● WHAT YOU WILL DO
Tell how many lines in the data below contain "street", using one number as the whole reply.

● DATA SHOWN
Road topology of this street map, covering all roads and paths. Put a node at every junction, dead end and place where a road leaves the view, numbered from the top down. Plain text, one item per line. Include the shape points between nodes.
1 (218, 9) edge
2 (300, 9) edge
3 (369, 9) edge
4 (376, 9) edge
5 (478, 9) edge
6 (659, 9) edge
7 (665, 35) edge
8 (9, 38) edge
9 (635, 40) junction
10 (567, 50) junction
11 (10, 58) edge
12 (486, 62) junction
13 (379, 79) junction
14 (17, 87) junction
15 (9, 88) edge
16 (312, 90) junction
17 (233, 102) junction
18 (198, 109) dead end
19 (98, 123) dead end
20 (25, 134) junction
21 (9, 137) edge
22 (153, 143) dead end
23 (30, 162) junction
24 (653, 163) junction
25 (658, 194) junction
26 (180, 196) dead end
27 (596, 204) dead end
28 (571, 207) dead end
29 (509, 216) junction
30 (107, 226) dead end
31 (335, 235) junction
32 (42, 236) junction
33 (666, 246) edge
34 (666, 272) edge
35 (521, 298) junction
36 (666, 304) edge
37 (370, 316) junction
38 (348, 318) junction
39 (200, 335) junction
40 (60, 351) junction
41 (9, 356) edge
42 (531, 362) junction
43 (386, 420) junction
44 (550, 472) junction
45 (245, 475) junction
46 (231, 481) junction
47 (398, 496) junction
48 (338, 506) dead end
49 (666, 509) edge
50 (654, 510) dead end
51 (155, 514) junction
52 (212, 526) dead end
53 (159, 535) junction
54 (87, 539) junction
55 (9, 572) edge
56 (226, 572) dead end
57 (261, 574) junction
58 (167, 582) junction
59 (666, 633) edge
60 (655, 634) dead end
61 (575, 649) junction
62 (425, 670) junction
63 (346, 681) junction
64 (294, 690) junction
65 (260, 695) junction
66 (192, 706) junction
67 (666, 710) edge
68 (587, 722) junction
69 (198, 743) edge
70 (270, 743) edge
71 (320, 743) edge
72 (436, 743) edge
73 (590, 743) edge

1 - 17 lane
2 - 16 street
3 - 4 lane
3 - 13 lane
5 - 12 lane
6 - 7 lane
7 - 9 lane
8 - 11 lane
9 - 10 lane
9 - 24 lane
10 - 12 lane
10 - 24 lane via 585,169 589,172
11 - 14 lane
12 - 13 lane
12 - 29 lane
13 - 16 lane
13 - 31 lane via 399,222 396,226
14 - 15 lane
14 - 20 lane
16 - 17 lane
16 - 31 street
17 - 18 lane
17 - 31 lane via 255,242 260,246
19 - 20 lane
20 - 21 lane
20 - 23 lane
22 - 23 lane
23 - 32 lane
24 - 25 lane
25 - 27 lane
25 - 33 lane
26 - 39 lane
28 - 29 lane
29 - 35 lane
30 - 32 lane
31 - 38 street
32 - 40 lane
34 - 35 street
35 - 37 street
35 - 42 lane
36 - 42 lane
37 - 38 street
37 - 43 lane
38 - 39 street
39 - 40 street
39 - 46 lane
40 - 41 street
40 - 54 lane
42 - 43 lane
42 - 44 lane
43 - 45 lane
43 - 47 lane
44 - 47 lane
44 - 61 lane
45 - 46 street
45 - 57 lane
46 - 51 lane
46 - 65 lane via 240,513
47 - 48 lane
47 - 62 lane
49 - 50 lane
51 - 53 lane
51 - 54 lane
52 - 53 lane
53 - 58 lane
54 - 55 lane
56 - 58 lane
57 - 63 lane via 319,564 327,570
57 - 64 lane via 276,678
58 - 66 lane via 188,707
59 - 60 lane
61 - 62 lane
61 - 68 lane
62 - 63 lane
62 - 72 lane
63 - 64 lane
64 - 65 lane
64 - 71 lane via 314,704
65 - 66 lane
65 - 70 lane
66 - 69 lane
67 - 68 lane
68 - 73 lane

● EXERCISE RESULT
11